Dude

Mar 28, 2007 23:14

Is it possible to delete a person from your life? I feel like it is. I mean I make friends with someone or go out with someone for a while... then boom! We aren't talking or seeing each other ever again. And it's like we never met in the first place. Except I still have all the memories of what we did together. I know deep down that I should make a move; at least call the person. But on the surface, I feel like that's out of bounds. Once I've crossed the line with someone, proving my humility and weakness, I want to hide and never come back. In that sense, I delete myself from their lives, more so than they delete me. Maybe I've mentioned this before, but I feel lonely. I might go out once in a while and have fun, but it is rare. For instance, I used to be very close with a group of Essex students, until I went ballistic and as a result, became a recluse. I completely stopped calling Ava.
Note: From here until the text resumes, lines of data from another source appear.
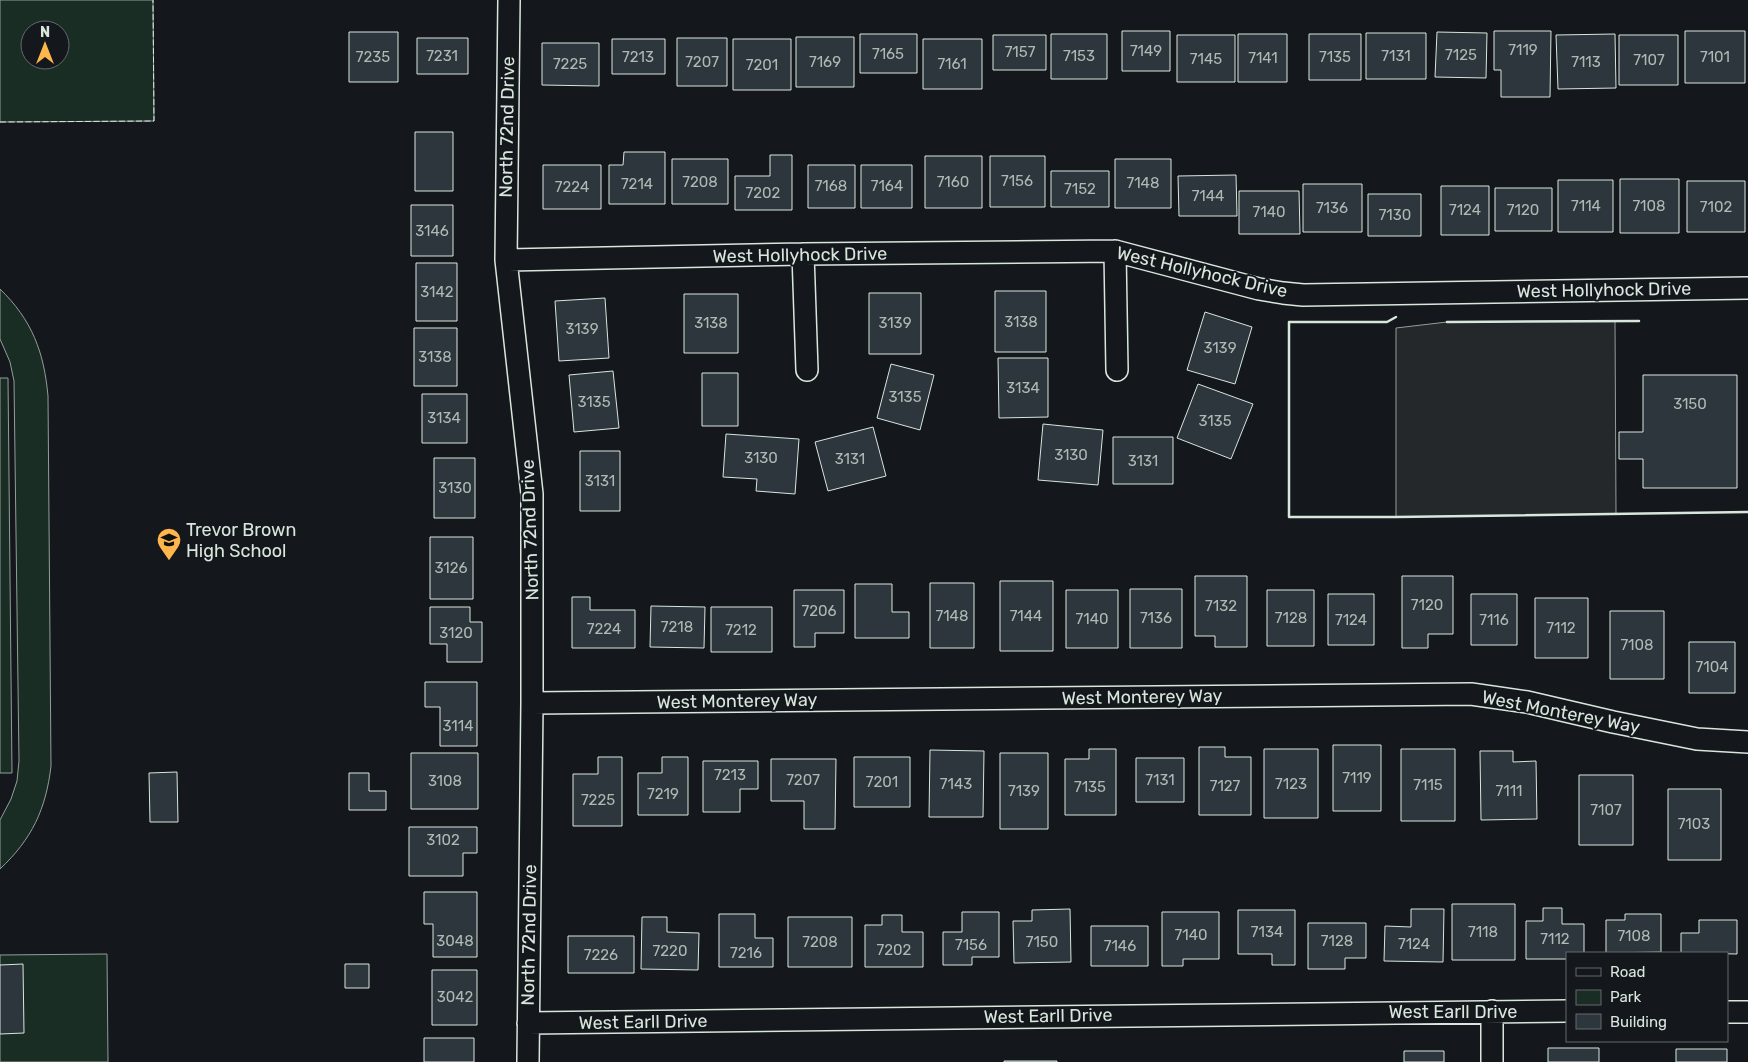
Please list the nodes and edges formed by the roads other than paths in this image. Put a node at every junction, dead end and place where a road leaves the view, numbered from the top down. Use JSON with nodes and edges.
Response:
{"nodes":[{"id":1,"x":508,"y":0,"type":"edge"},
{"id":2,"x":1114,"y":250,"type":"junction"},
{"id":3,"x":803,"y":254,"type":"junction"},
{"id":4,"x":506,"y":260,"type":"junction"},
{"id":5,"x":1748,"y":288,"type":"edge"},
{"id":6,"x":807,"y":370,"type":"dead end"},
{"id":7,"x":1117,"y":370,"type":"dead end"},
{"id":8,"x":532,"y":703,"type":"junction"},
{"id":9,"x":1748,"y":742,"type":"edge"},
{"id":10,"x":1492,"y":1011,"type":"junction"},
{"id":11,"x":1566,"y":1011,"type":"edge"},
{"id":12,"x":1728,"y":1012,"type":"edge"},
{"id":13,"x":1748,"y":1012,"type":"edge"},
{"id":14,"x":528,"y":1023,"type":"junction"},
{"id":15,"x":528,"y":1062,"type":"edge"},
{"id":16,"x":1492,"y":1062,"type":"edge"}],
"edges":[{"from":1,"to":4,"type":"street","name":"North 72nd Drive"},
{"from":2,"to":3,"type":"street","name":"West Hollyhock Drive"},
{"from":2,"to":5,"type":"street","name":"West Hollyhock Drive"},
{"from":2,"to":7,"type":"street"},
{"from":3,"to":4,"type":"street","name":"West Hollyhock Drive"},
{"from":3,"to":6,"type":"street"},
{"from":4,"to":8,"type":"street","name":"North 72nd Drive"},
{"from":8,"to":9,"type":"street","name":"West Monterey Way"},
{"from":8,"to":14,"type":"street","name":"North 72nd Drive"},
{"from":10,"to":11,"type":"street","name":"West Earll Drive"},
{"from":10,"to":14,"type":"street","name":"West Earll Drive"},
{"from":10,"to":16,"type":"street"},
{"from":12,"to":13,"type":"street"},
{"from":14,"to":15,"type":"street","name":"North 72nd Drive"}]}
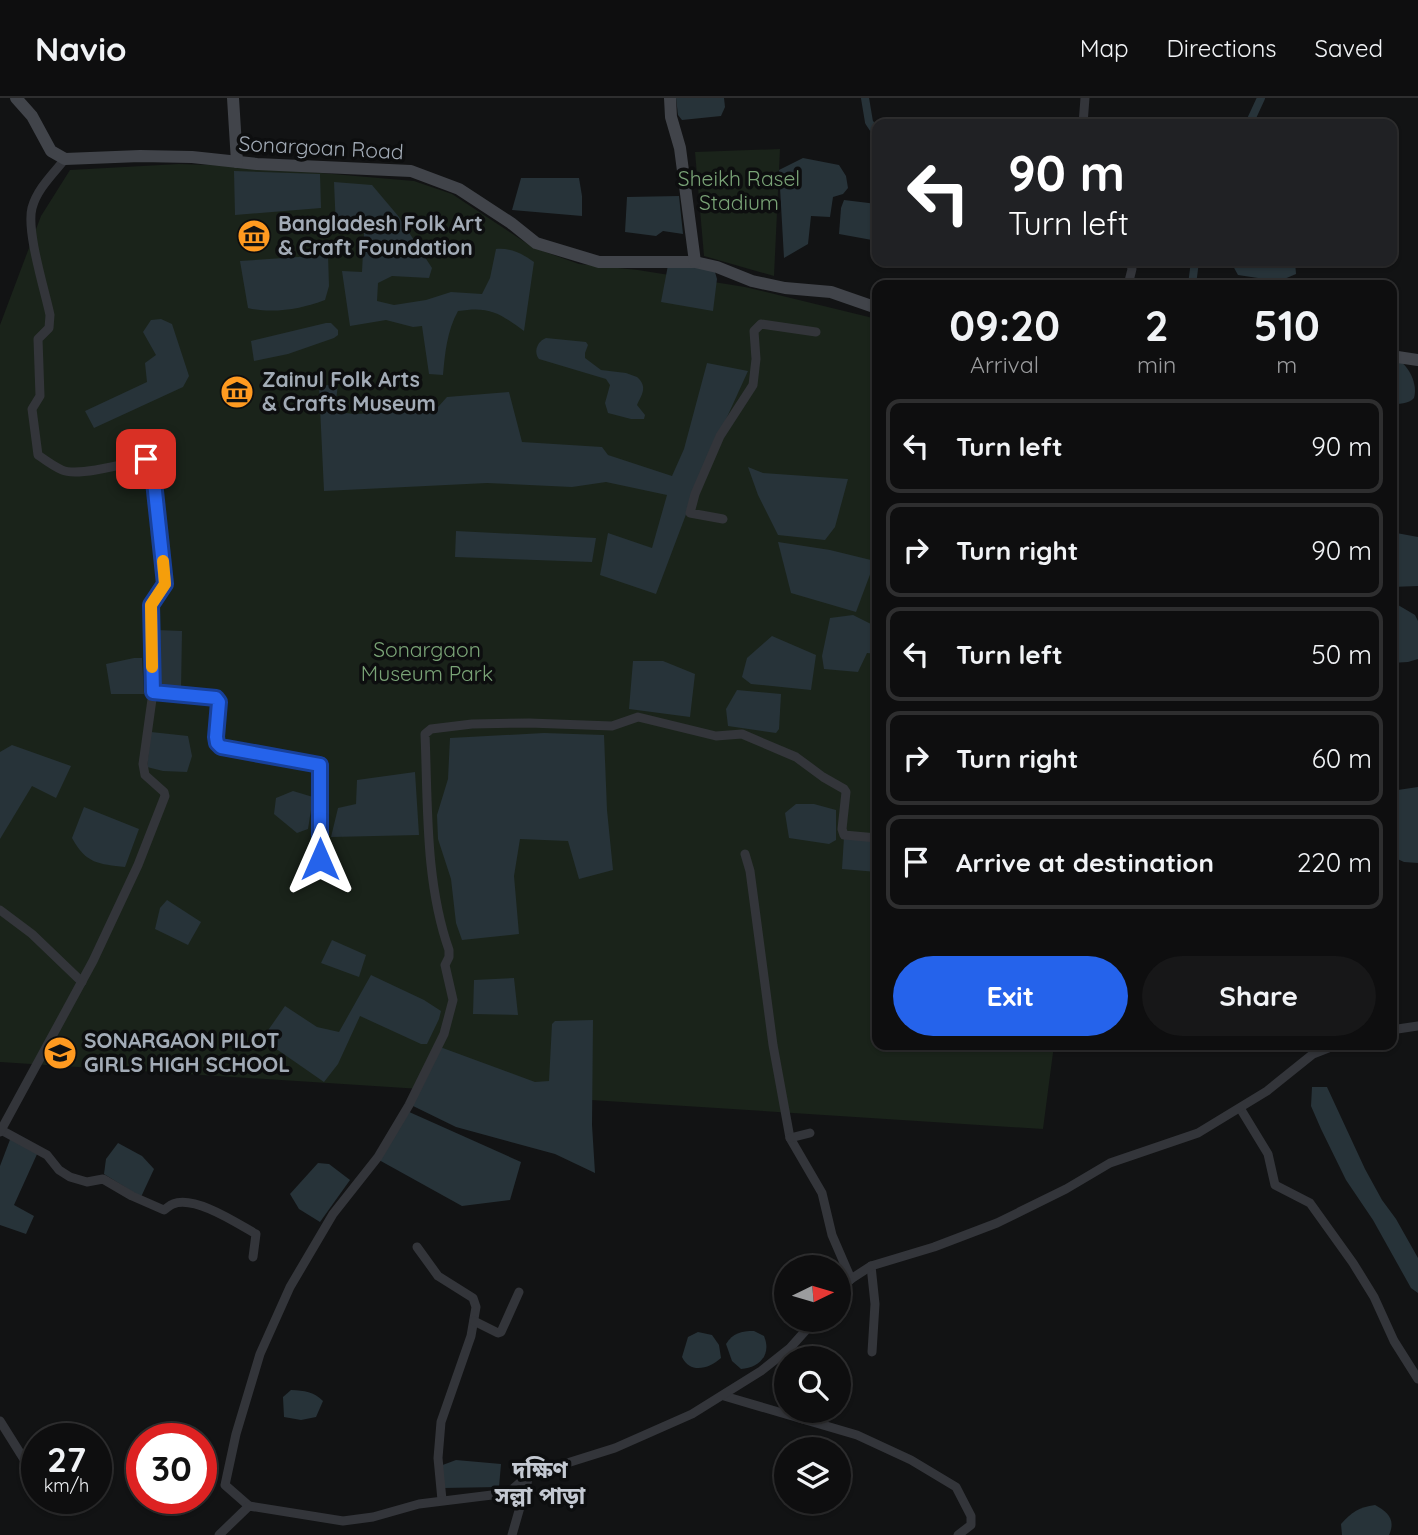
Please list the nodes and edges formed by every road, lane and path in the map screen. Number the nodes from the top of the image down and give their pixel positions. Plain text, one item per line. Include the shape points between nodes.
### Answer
1 (16, 98) edge
2 (233, 98) edge
3 (670, 98) edge
4 (1085, 98) edge
5 (1083, 119) edge
6 (65, 159) junction
7 (237, 162) junction
8 (695, 261) junction
9 (872, 306) edge
10 (816, 332) dead end
11 (1397, 357) edge
12 (1418, 360) edge
13 (723, 519) dead end
14 (153, 692) junction
15 (872, 838) edge
16 (745, 853) dead end
17 (320, 859) dead end
18 (0, 910) edge
19 (82, 982) junction
20 (1418, 1026) edge
21 (1397, 1029) edge
22 (1315, 1050) edge
23 (1240, 1108) junction
24 (1, 1131) edge
25 (810, 1133) dead end
26 (790, 1138) junction
27 (417, 1247) dead end
28 (840, 1255) edge
29 (253, 1257) dead end
30 (872, 1266) junction
31 (851, 1279) edge
32 (519, 1292) dead end
33 (474, 1321) junction
34 (804, 1332) edge
35 (872, 1352) dead end
36 (1418, 1379) edge
37 (724, 1396) junction
38 (0, 1421) edge
39 (21, 1454) edge
40 (529, 1475) junction
41 (442, 1500) junction
42 (249, 1506) junction
43 (219, 1535) edge
44 (512, 1535) edge
45 (958, 1535) edge

1 - 6 main road via 51,151
2 - 7 main road
3 - 8 main road
4 - 5 street
6 - 7 main road, Sonargoan Road via 163,156
6 - 14 street via 37,195 31,211 50,316 49,328 38,340 40,396 32,409 36,443 38,455 70,472 146,459 152,463 165,584 151,605
7 - 8 main road, Sonargoan Road via 411,171 459,189 536,243 599,262
8 - 9 main road, Sonargoan Road via 752,281 831,292
10 - 13 street via 761,324 754,331 753,385 720,436 690,513
11 - 12 main road
14 - 17 street via 216,698 216,737 221,747 320,765
14 - 19 street via 144,772 164,792 164,801
15 - 42 street via 844,835 844,789 796,757 742,734 716,736 638,718 612,726 472,724 431,729 425,734 437,912 449,950 445,965 453,1000 444,1034 409,1105 378,1157 332,1214 290,1287 260,1354 225,1485
16 - 26 street
18 - 19 street via 27,929
19 - 24 street
20 - 21 street
22 - 23 street
23 - 30 street via 1198,1133 1110,1163 997,1223
23 - 36 street via 1268,1154 1275,1185 1310,1203 1374,1297
24 - 29 street via 47,1155 70,1177 103,1180 164,1210 176,1203 195,1204 218,1213 256,1234
25 - 26 street
26 - 28 street via 822,1193
27 - 33 street via 438,1276 473,1298
30 - 31 street
30 - 35 street
32 - 33 street via 501,1332
33 - 41 street via 441,1422
34 - 37 street via 790,1348
37 - 40 street via 615,1448
37 - 45 street via 858,1435 926,1468 957,1487 971,1516 971,1525
38 - 39 street
40 - 41 street via 500,1496
40 - 44 street
41 - 42 street via 343,1521
42 - 43 street

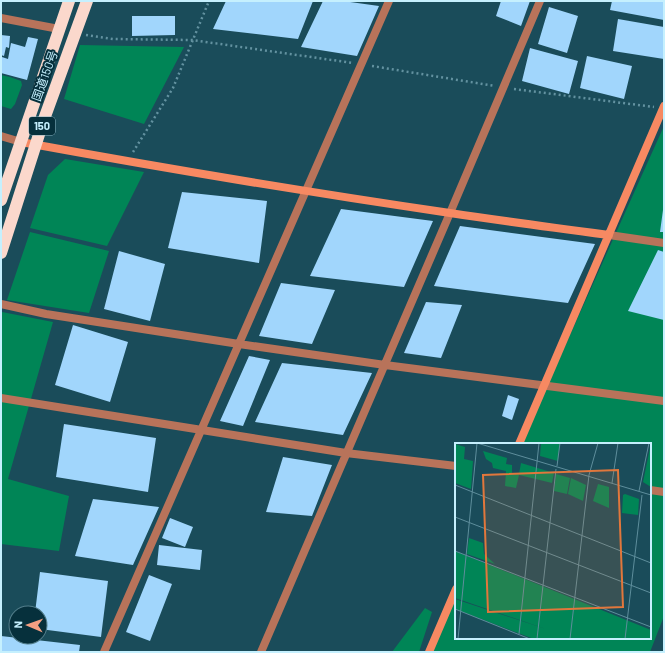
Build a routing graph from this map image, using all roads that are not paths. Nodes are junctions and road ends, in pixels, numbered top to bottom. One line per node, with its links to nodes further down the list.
1 (69, 1): 6 (highway, 国道150号 / 150)
2 (87, 1): 10 (highway, 国道150号 / 150)
3 (389, 1): 11 (street)
4 (540, 1): 13 (street)
5 (1, 18): 6 (street)
6 (59, 29): 9 (highway, 国道150号 / 150)
7 (664, 106): 14 (street)
8 (1, 136): 9 (street)
9 (21, 142): 10 (street); 12 (highway, 国道150号 / 150)
10 (36, 145): 11 (street); 16 (highway, 国道150号 / 150)
11 (307, 190): 13 (street); 18 (street)
12 (1, 200)
13 (450, 213): 14 (street); 19 (street)
14 (609, 235): 15 (street); 20 (street)
15 (664, 243)
16 (1, 253)
17 (1, 304): 18 (street)
18 (239, 344): 19 (street); 23 (street)
19 (384, 365): 20 (street); 25 (street)
20 (544, 385): 22 (street); 24 (street)
21 (1, 398): 23 (street)
22 (664, 401)
23 (201, 430): 25 (street); 30 (street)
24 (519, 443)
25 (346, 453): 26 (street); 31 (street)
26 (455, 466)
27 (651, 490): 28 (street)
28 (664, 492)
29 (455, 591): 32 (street)
30 (104, 652)
31 (261, 652)
32 (429, 652)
And we used to be very close friends. I seriously adored that girl. Then there was Juliana. She was such a positive role model for me. She was artistic, strong, opinionated, and educated. And I felt like we had a lot in common. Really, when I lost it and I was in the hospital, I thought I was her. I mean, ok, we don't look anything alike, she's bisexual, and she's a hippie. But a lot of our values overlapped, and she really amused me. It makes me sad that I just dropped friendships like those because of my personal insecurities.